OBLIVIOUS
When tears silently fell from her cheek upon finding the note from her lover, 3 days before their daughter was born that read: “I'm sorry. I can't do this.”
ASHAMED
When classmates asked where my daddy was. I lied & told them he was Crocodile Dundee, and had to be in Australia to tame the outback.
CONFUSED
When we used different money than everyone else to buy bread & milk.
BITTER
When I was 14 and sat in the hospital waiting room on a sunny June day. When my Uncle Jimmy finally emerged, after what seemed like hours, he handed me a pamphlet. It read, “Helping Your Family Cope with Terminal Cancer.”
NOSTALGIC
When I would hear Puff Daddy's “I'll Be Missing You” come on the radio after he died, just a few short months later, after tearfully asking me to call him “dad” instead of “Jimmy,” like I always had.
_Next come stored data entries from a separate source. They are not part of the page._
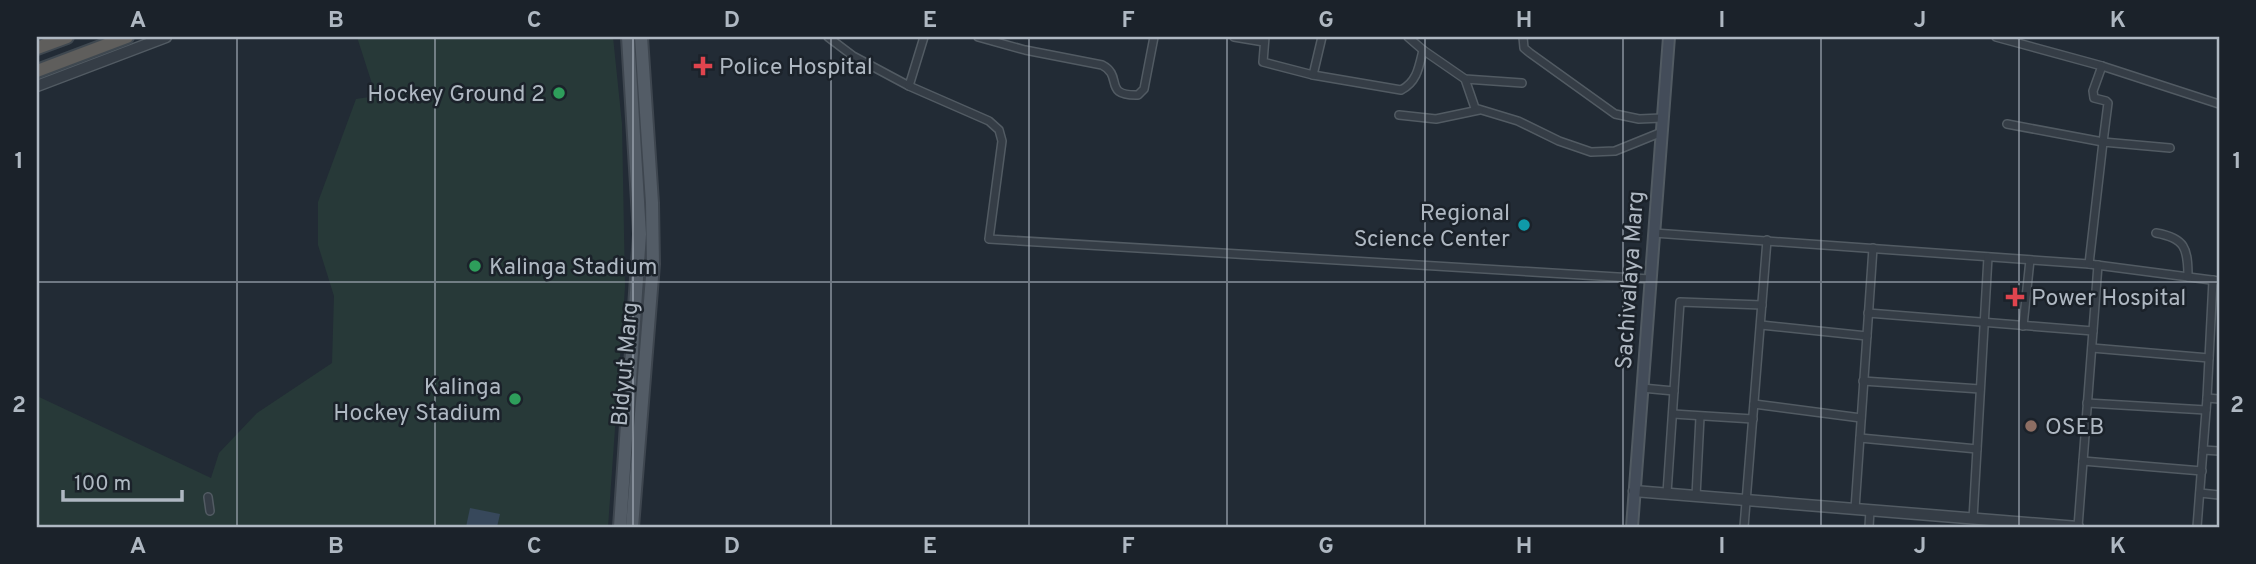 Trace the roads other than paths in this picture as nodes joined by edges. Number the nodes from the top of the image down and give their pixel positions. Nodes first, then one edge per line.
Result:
1 (67, 37) edge
2 (127, 37) edge
3 (166, 37) edge
4 (628, 37) edge
5 (641, 37) edge
6 (828, 37) edge
7 (924, 37) edge
8 (978, 37) edge
9 (1154, 37) edge
10 (1234, 37) edge
11 (1322, 37) edge
12 (1408, 37) edge
13 (1523, 37) edge
14 (1669, 37) edge
15 (1996, 37) edge
16 (1264, 39) edge
17 (37, 48) edge
18 (1423, 50) junction
19 (2102, 66) junction
20 (37, 71) edge
21 (1313, 75) junction
22 (1465, 79) junction
23 (1522, 83) dead end
24 (37, 86) edge
25 (909, 86) junction
26 (2219, 104) edge
27 (1480, 110) junction
28 (1399, 115) dead end
29 (1662, 118) junction
30 (2007, 124) dead end
31 (1662, 132) junction
32 (2104, 142) junction
33 (2170, 148) dead end
34 (1654, 233) junction
35 (2156, 233) dead end
36 (1767, 240) junction
37 (1873, 248) junction
38 (1988, 257) junction
39 (2030, 260) junction
40 (2088, 264) junction
41 (2098, 265) junction
42 (2188, 277) junction
43 (1650, 279) junction
44 (2216, 280) edge
45 (1762, 305) junction
46 (1868, 313) junction
47 (1984, 324) junction
48 (1761, 325) junction
49 (2023, 326) junction
50 (2093, 331) junction
51 (1867, 336) junction
52 (2215, 336) edge
53 (2092, 348) junction
54 (2209, 358) junction
55 (1863, 381) junction
56 (1642, 388) junction
57 (1980, 389) junction
58 (1674, 391) junction
59 (2207, 398) junction
60 (2219, 399) edge
61 (2087, 403) junction
62 (1754, 404) junction
63 (2206, 410) junction
64 (1673, 414) junction
65 (1700, 417) junction
66 (1861, 418) junction
67 (1753, 419) junction
68 (1860, 438) junction
69 (1977, 449) junction
70 (2203, 450) junction
71 (2219, 451) edge
72 (2083, 461) junction
73 (2202, 471) junction
74 (1634, 491) junction
75 (1667, 493) junction
76 (2200, 493) junction
77 (2219, 495) edge
78 (208, 496) dead end
79 (1696, 496) junction
80 (1746, 500) junction
81 (1855, 509) junction
82 (1870, 510) junction
83 (210, 511) dead end
84 (1973, 519) junction
85 (2026, 525) edge
86 (620, 527) edge
87 (632, 527) edge
88 (1632, 527) edge
89 (1744, 527) edge
90 (1869, 527) edge
91 (2078, 527) edge
92 (2197, 527) edge

1 - 17 highway
2 - 20 highway
3 - 24 street
4 - 86 main road, Bidyut Marg
5 - 87 main road, Bidyut Marg
6 - 25 street
7 - 25 street
8 - 9 street
10 - 16 street
11 - 21 street
12 - 18 street
13 - 29 street
14 - 29 main road, Sachivalaya Marg
15 - 19 street
16 - 21 street
18 - 21 street
18 - 22 street
19 - 26 street
19 - 32 street
22 - 23 street
22 - 27 street
25 - 43 street
27 - 28 street
27 - 31 street
29 - 31 main road, Sachivalaya Marg
30 - 32 street
31 - 34 main road, Sachivalaya Marg
32 - 33 street
32 - 40 street
34 - 36 street
34 - 43 main road, Sachivalaya Marg
35 - 42 street
36 - 37 street
36 - 45 street
37 - 38 street
37 - 46 street
38 - 39 street
38 - 47 street
39 - 40 street
39 - 49 street
40 - 41 street
41 - 42 street
41 - 50 street
42 - 44 street
43 - 56 main road, Sachivalaya Marg
44 - 52 street
45 - 48 street
45 - 58 street
46 - 47 street
46 - 51 street
47 - 49 street
47 - 57 street
48 - 51 street
48 - 62 street
49 - 50 street
50 - 53 street
51 - 55 street
52 - 54 street
53 - 54 street
53 - 61 street
54 - 59 street
55 - 57 street
55 - 66 street
56 - 58 street
56 - 74 main road, Sachivalaya Marg
57 - 69 street
58 - 64 street
59 - 60 street
59 - 63 street
61 - 63 street
61 - 72 street
62 - 66 street
62 - 67 street
63 - 70 street
64 - 65 street
64 - 75 street
65 - 67 street
65 - 79 street
66 - 68 street
67 - 80 street
68 - 69 street
68 - 81 street
69 - 84 street
70 - 71 street
70 - 73 street
72 - 73 street
72 - 91 street
73 - 76 street
74 - 75 street
74 - 88 main road, Sachivalaya Marg
75 - 79 street
76 - 77 street
76 - 92 street
78 - 83 street
79 - 80 street
80 - 81 street
80 - 89 street
81 - 82 street
82 - 84 street
82 - 90 street
84 - 85 street
85 - 91 street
I got to call him it twice.
MORTIFIED
When it was just me & my mother after that, and all of the other 15 year olds had basements underneath their houses. We had wheels.
FRUSTRATED
When my mother's debilitating anxiety & social disorder prevented her from ever coming to watch me play volleyball more than once in 4 years. We were nearly state champions.
RELIEVED
When the founder of Monster.com thought I was worthy enough to be awarded a 4-year, all-expense paid scholarship to a private, liberal arts school—room & board included. The scholarship was based on financial need & demonstrated entrepreneurial spirit. My mother cried.
GUILTY
When I took the scholarship and left her all alone.
SADDENED
When an unexpected card would arrive with $25 that she didn't have inside, telling me to go buy myself something pretty.
ANNOYED
When, a few years later, I found myself back in that same hospital waiting room. But this time, it was my mother I was waiting on to come out of the doctor's office.
SCARED
When I realized the seriousness of the matter.
PATIENT
When she taught me how to pay all of the bills, as I wrote out check after check from her hospital bedside, as nurses came in and out to take her blood.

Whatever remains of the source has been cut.